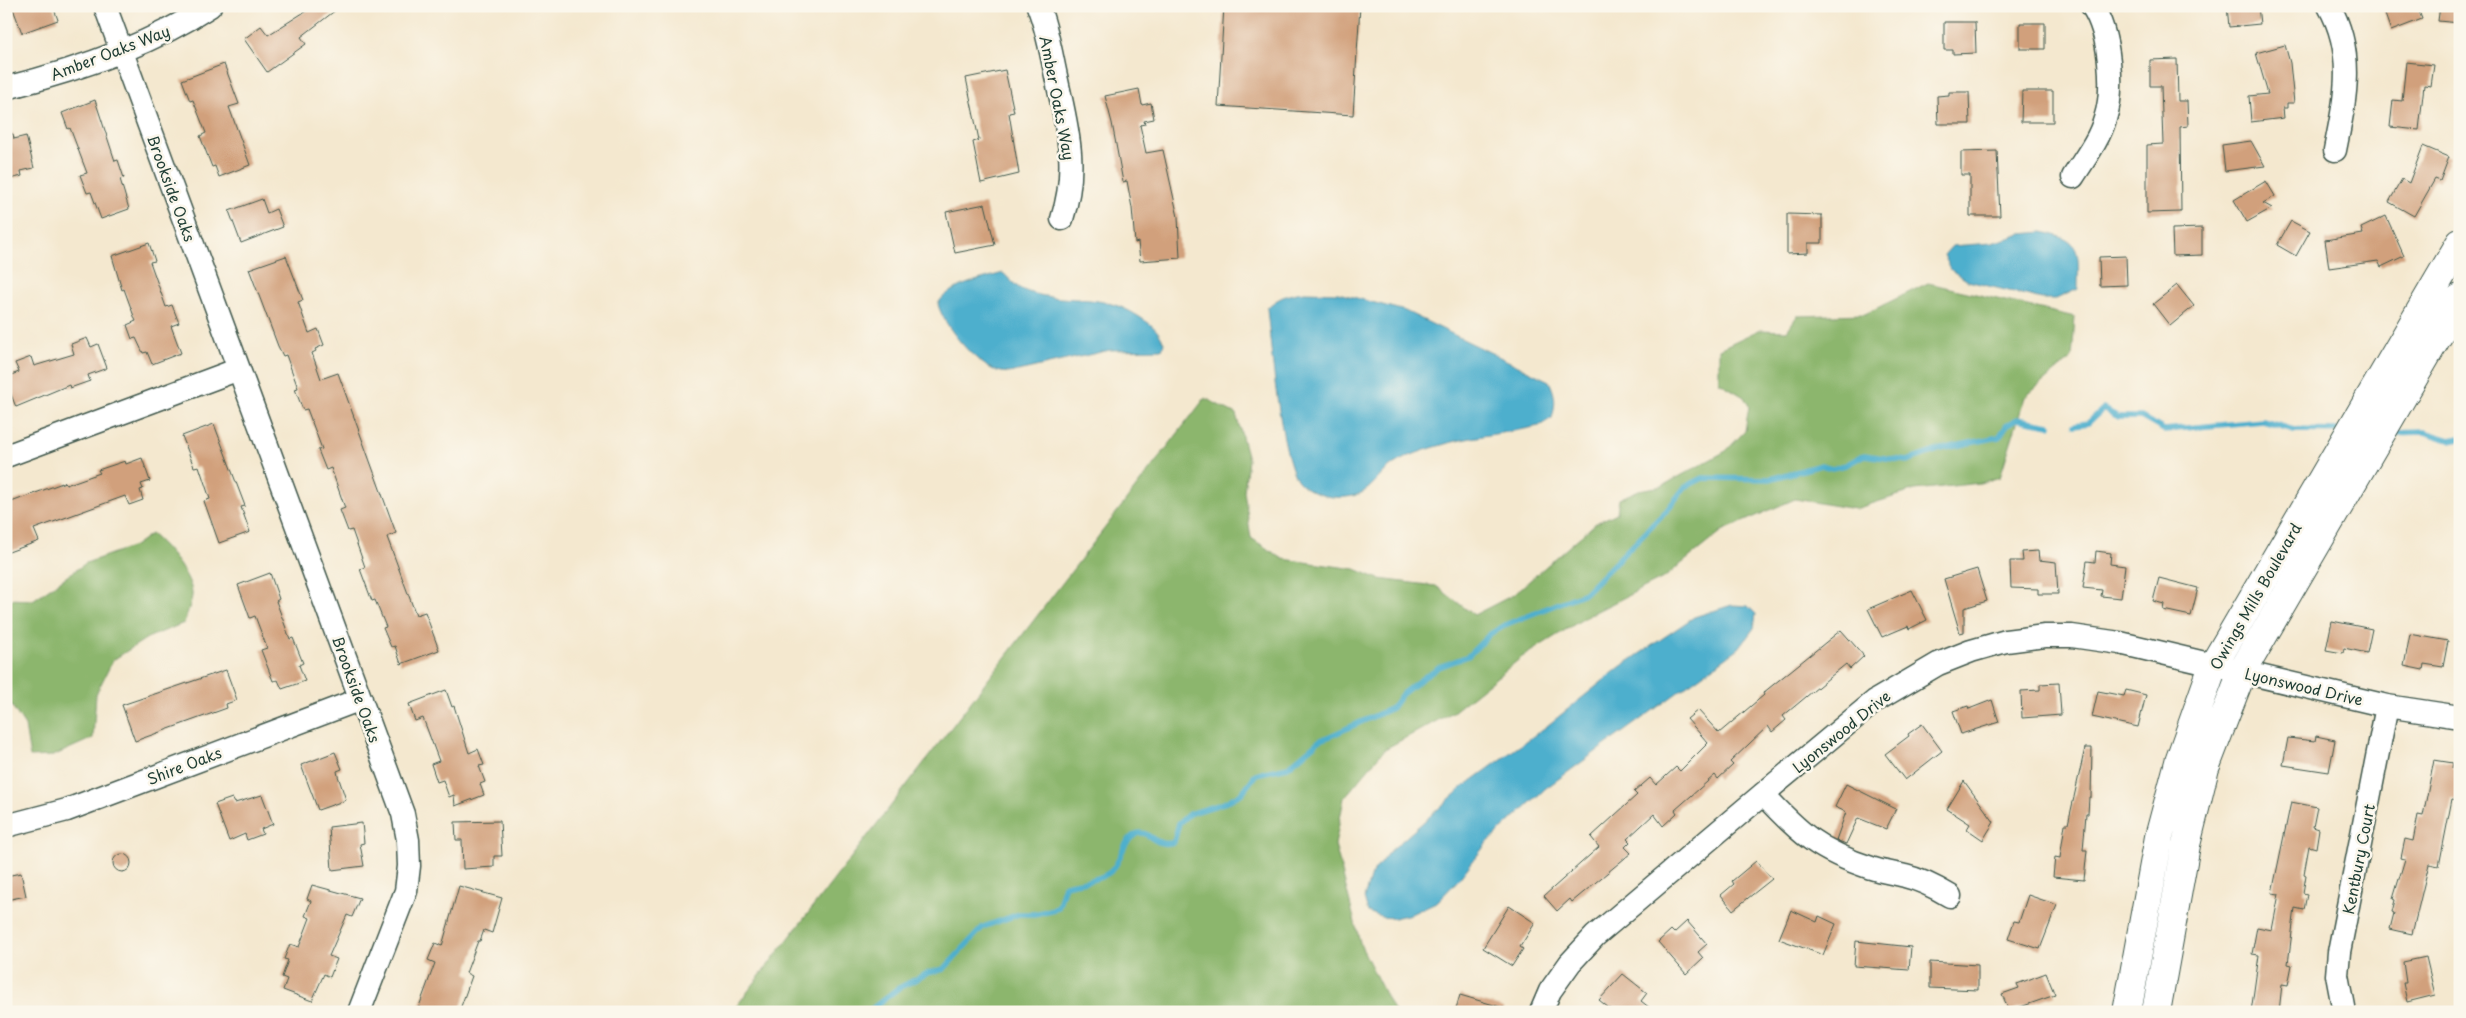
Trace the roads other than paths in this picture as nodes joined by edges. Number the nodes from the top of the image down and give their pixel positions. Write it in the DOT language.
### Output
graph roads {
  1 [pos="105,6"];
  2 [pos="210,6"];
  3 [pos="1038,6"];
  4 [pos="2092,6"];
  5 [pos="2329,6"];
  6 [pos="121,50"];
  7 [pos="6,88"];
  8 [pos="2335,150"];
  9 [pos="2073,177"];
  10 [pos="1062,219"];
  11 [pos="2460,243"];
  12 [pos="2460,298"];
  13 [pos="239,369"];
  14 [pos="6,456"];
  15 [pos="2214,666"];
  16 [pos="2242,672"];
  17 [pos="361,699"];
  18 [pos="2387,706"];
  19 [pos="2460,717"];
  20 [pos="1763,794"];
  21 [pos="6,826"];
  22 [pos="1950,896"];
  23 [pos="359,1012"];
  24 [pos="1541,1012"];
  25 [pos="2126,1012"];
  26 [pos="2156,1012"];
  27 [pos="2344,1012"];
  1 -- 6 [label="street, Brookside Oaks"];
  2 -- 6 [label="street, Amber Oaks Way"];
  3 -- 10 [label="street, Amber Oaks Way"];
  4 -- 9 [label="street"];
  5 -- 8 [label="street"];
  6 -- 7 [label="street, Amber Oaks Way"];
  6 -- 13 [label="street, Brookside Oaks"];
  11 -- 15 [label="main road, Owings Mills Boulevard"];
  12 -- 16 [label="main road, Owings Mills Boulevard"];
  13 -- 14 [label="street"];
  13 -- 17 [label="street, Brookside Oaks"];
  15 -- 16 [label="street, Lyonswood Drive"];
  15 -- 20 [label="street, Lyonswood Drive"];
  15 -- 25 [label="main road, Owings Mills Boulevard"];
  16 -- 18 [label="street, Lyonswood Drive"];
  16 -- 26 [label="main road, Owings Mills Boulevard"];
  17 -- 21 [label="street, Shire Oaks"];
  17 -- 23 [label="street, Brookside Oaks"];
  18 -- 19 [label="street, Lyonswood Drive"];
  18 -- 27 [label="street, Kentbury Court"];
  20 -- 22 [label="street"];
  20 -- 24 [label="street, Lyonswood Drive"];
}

TASK » An exact restatement of every record is required. Omit the images.

PROBLEM SOLUTION »
Trace the roads other than paths in this picture as nodes joined by edges. Number the nodes from the top of the image down and give their pixel positions. Write it in the DOT language.
### Output
graph roads {
  1 [pos="105,6"];
  2 [pos="210,6"];
  3 [pos="1038,6"];
  4 [pos="2092,6"];
  5 [pos="2329,6"];
  6 [pos="121,50"];
  7 [pos="6,88"];
  8 [pos="2335,150"];
  9 [pos="2073,177"];
  10 [pos="1062,219"];
  11 [pos="2460,243"];
  12 [pos="2460,298"];
  13 [pos="239,369"];
  14 [pos="6,456"];
  15 [pos="2214,666"];
  16 [pos="2242,672"];
  17 [pos="361,699"];
  18 [pos="2387,706"];
  19 [pos="2460,717"];
  20 [pos="1763,794"];
  21 [pos="6,826"];
  22 [pos="1950,896"];
  23 [pos="359,1012"];
  24 [pos="1541,1012"];
  25 [pos="2126,1012"];
  26 [pos="2156,1012"];
  27 [pos="2344,1012"];
  1 -- 6 [label="street, Brookside Oaks"];
  2 -- 6 [label="street, Amber Oaks Way"];
  3 -- 10 [label="street, Amber Oaks Way"];
  4 -- 9 [label="street"];
  5 -- 8 [label="street"];
  6 -- 7 [label="street, Amber Oaks Way"];
  6 -- 13 [label="street, Brookside Oaks"];
  11 -- 15 [label="main road, Owings Mills Boulevard"];
  12 -- 16 [label="main road, Owings Mills Boulevard"];
  13 -- 14 [label="street"];
  13 -- 17 [label="street, Brookside Oaks"];
  15 -- 16 [label="street, Lyonswood Drive"];
  15 -- 20 [label="street, Lyonswood Drive"];
  15 -- 25 [label="main road, Owings Mills Boulevard"];
  16 -- 18 [label="street, Lyonswood Drive"];
  16 -- 26 [label="main road, Owings Mills Boulevard"];
  17 -- 21 [label="street, Shire Oaks"];
  17 -- 23 [label="street, Brookside Oaks"];
  18 -- 19 [label="street, Lyonswood Drive"];
  18 -- 27 [label="street, Kentbury Court"];
  20 -- 22 [label="street"];
  20 -- 24 [label="street, Lyonswood Drive"];
}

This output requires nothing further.